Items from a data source
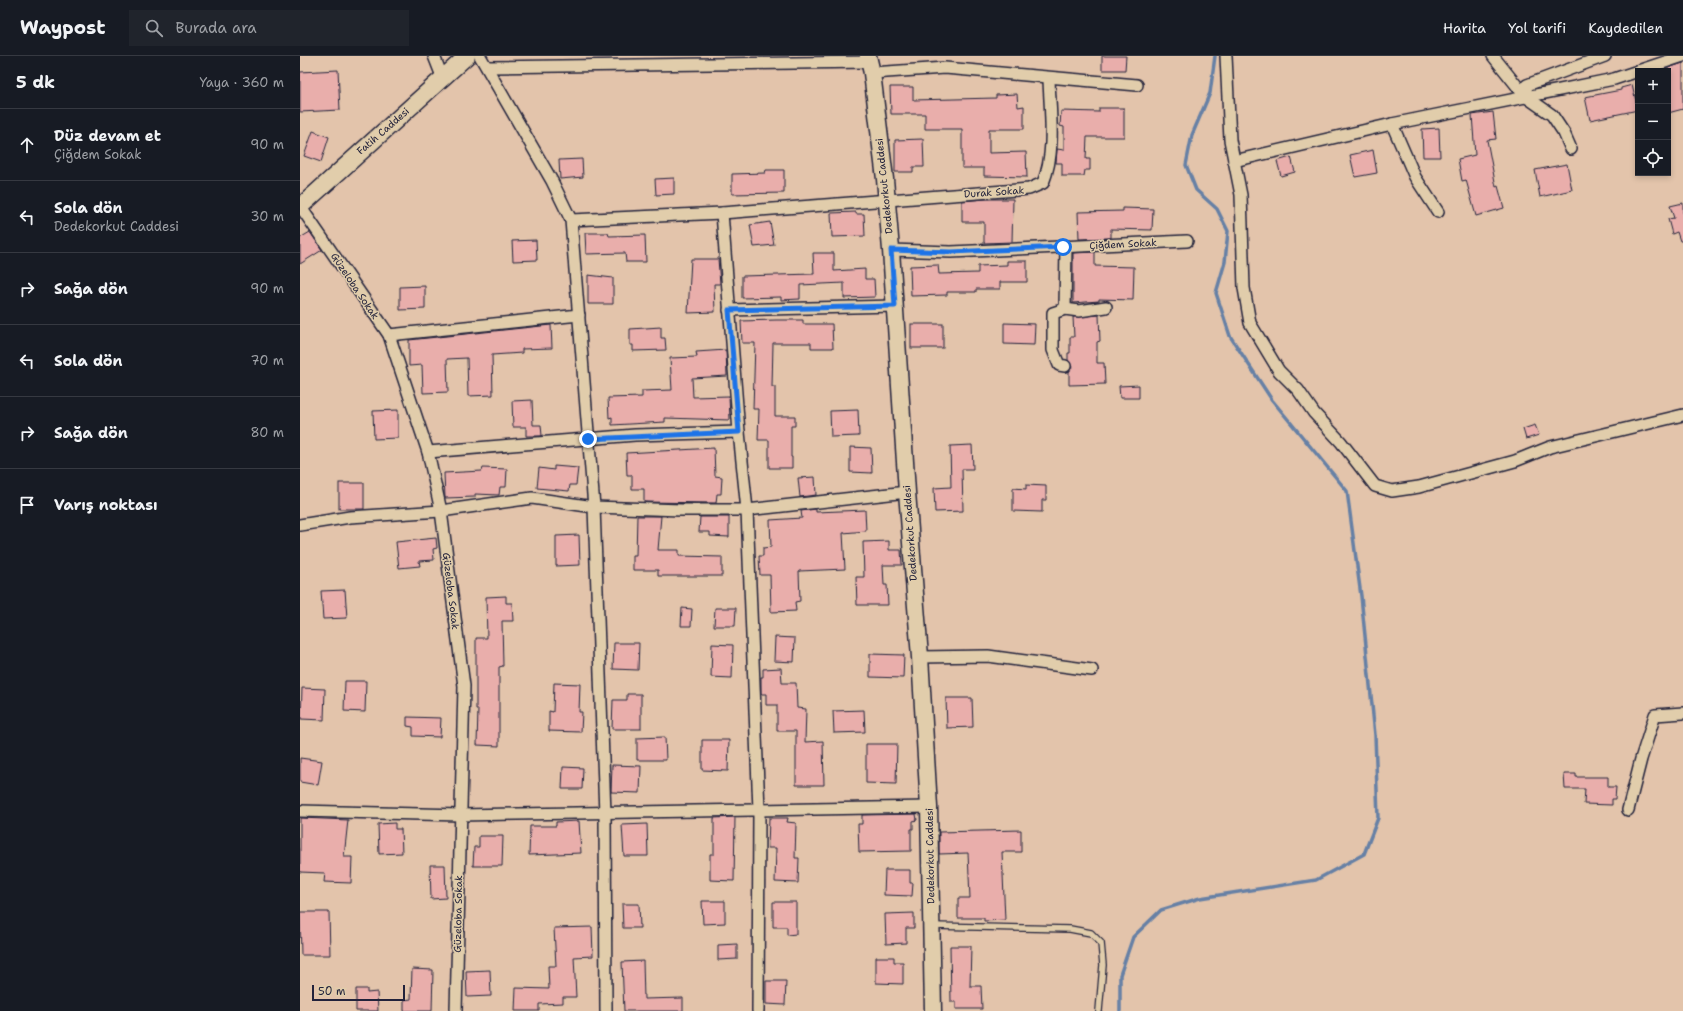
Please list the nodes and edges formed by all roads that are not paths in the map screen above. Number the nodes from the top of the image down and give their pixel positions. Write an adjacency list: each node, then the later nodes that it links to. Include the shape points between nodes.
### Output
1 (434, 56): 14 (street)
2 (467, 56): 14 (street, Fatih Caddesi)
3 (480, 56): 10 (street)
4 (1226, 56): 19 (street, via 1230,140)
5 (1493, 56): 16 (street)
6 (1605, 56): 16 (street, via 1527,85)
7 (1683, 56): 11 (street)
8 (714, 60): 9 (street); 10 (street)
9 (870, 64): 13 (street); 20 (street, Dedekorkut Caddesi)
10 (487, 67): 24 (street, via 552,181)
11 (1647, 68)
12 (1635, 72): 16 (street, via 1614,79)
13 (1049, 78): 15 (street); 20 (street, Durak Sokak, via 1051,148 1049,168 1043,183 1029,189)
14 (443, 79): 21 (street, Fatih Caddesi)
15 (1137, 85)
16 (1525, 96): 17 (street); 18 (street, via 1552,116)
17 (1392, 124): 19 (street); 22 (street, via 1415,177)
18 (1571, 149)
19 (1234, 161): 35 (street, via 1241,195 1244,288 1250,323 1279,372 1298,390 1375,486 1392,491 1419,487 1515,461 1550,447)
20 (886, 201): 23 (street); 27 (street, Dedekorkut Caddesi)
21 (300, 207): 33 (street, Güzeloba Sokak)
22 (1438, 212)
23 (722, 213): 24 (street); 31 (street)
24 (571, 220): 32 (street)
25 (1187, 241): 26 (street, Çiğdem Sokak)
26 (1066, 246): 27 (street, Çiğdem Sokak, via 951,252); 30 (street)
27 (891, 250): 28 (street, Dedekorkut Caddesi)
28 (895, 306): 31 (street); 39 (street, Dedekorkut Caddesi)
29 (1106, 307): 30 (street, via 1079,311)
30 (1065, 309): 34 (street, via 1053,313 1053,350 1059,365)
31 (729, 310): 36 (street)
32 (578, 314): 33 (street); 37 (street)
33 (389, 335): 38 (street, Güzeloba Sokak)
34 (1065, 366)
35 (1683, 415)
36 (739, 432): 37 (street); 41 (street)
37 (588, 439): 38 (street); 40 (street)
38 (428, 452): 42 (street, Güzeloba Sokak)
39 (907, 492): 41 (street); 44 (street, Dedekorkut Caddesi)
40 (594, 507): 41 (street); 42 (street, via 532,498); 51 (street)
41 (747, 510): 48 (street)
42 (441, 511): 43 (street, via 350,518); 52 (street, Güzeloba Sokak, via 464,686)
43 (300, 525)
44 (920, 657): 45 (street, via 988,656); 47 (street, Dedekorkut Caddesi)
45 (1092, 670)
46 (1683, 713): 49 (street, via 1655,715)
47 (929, 807): 48 (street); 53 (street, Dedekorkut Caddesi)
48 (759, 810): 51 (street); 56 (street)
49 (1628, 810)
50 (300, 811): 52 (street)
51 (604, 814): 52 (street); 55 (street)
52 (460, 816): 54 (street, Güzeloba Sokak)
53 (932, 926): 57 (street, Dedekorkut Caddesi); 58 (lane, via 1070,929 1091,933 1101,943 1103,965)
54 (456, 1011)
55 (606, 1011)
56 (758, 1011)
57 (933, 1011)
58 (1099, 1011)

TASK OBJECTIVE:
Each entry is to be output exactly, and no picture is to appear.

OUTPUT OF THE EXERCISE:
Please list the nodes and edges formed by all roads that are not paths in the map screen above. Number the nodes from the top of the image down and give their pixel positions. Write an adjacency list: each node, then the later nodes that it links to. Include the shape points between nodes.
### Output
1 (434, 56): 14 (street)
2 (467, 56): 14 (street, Fatih Caddesi)
3 (480, 56): 10 (street)
4 (1226, 56): 19 (street, via 1230,140)
5 (1493, 56): 16 (street)
6 (1605, 56): 16 (street, via 1527,85)
7 (1683, 56): 11 (street)
8 (714, 60): 9 (street); 10 (street)
9 (870, 64): 13 (street); 20 (street, Dedekorkut Caddesi)
10 (487, 67): 24 (street, via 552,181)
11 (1647, 68)
12 (1635, 72): 16 (street, via 1614,79)
13 (1049, 78): 15 (street); 20 (street, Durak Sokak, via 1051,148 1049,168 1043,183 1029,189)
14 (443, 79): 21 (street, Fatih Caddesi)
15 (1137, 85)
16 (1525, 96): 17 (street); 18 (street, via 1552,116)
17 (1392, 124): 19 (street); 22 (street, via 1415,177)
18 (1571, 149)
19 (1234, 161): 35 (street, via 1241,195 1244,288 1250,323 1279,372 1298,390 1375,486 1392,491 1419,487 1515,461 1550,447)
20 (886, 201): 23 (street); 27 (street, Dedekorkut Caddesi)
21 (300, 207): 33 (street, Güzeloba Sokak)
22 (1438, 212)
23 (722, 213): 24 (street); 31 (street)
24 (571, 220): 32 (street)
25 (1187, 241): 26 (street, Çiğdem Sokak)
26 (1066, 246): 27 (street, Çiğdem Sokak, via 951,252); 30 (street)
27 (891, 250): 28 (street, Dedekorkut Caddesi)
28 (895, 306): 31 (street); 39 (street, Dedekorkut Caddesi)
29 (1106, 307): 30 (street, via 1079,311)
30 (1065, 309): 34 (street, via 1053,313 1053,350 1059,365)
31 (729, 310): 36 (street)
32 (578, 314): 33 (street); 37 (street)
33 (389, 335): 38 (street, Güzeloba Sokak)
34 (1065, 366)
35 (1683, 415)
36 (739, 432): 37 (street); 41 (street)
37 (588, 439): 38 (street); 40 (street)
38 (428, 452): 42 (street, Güzeloba Sokak)
39 (907, 492): 41 (street); 44 (street, Dedekorkut Caddesi)
40 (594, 507): 41 (street); 42 (street, via 532,498); 51 (street)
41 (747, 510): 48 (street)
42 (441, 511): 43 (street, via 350,518); 52 (street, Güzeloba Sokak, via 464,686)
43 (300, 525)
44 (920, 657): 45 (street, via 988,656); 47 (street, Dedekorkut Caddesi)
45 (1092, 670)
46 (1683, 713): 49 (street, via 1655,715)
47 (929, 807): 48 (street); 53 (street, Dedekorkut Caddesi)
48 (759, 810): 51 (street); 56 (street)
49 (1628, 810)
50 (300, 811): 52 (street)
51 (604, 814): 52 (street); 55 (street)
52 (460, 816): 54 (street, Güzeloba Sokak)
53 (932, 926): 57 (street, Dedekorkut Caddesi); 58 (lane, via 1070,929 1091,933 1101,943 1103,965)
54 (456, 1011)
55 (606, 1011)
56 (758, 1011)
57 (933, 1011)
58 (1099, 1011)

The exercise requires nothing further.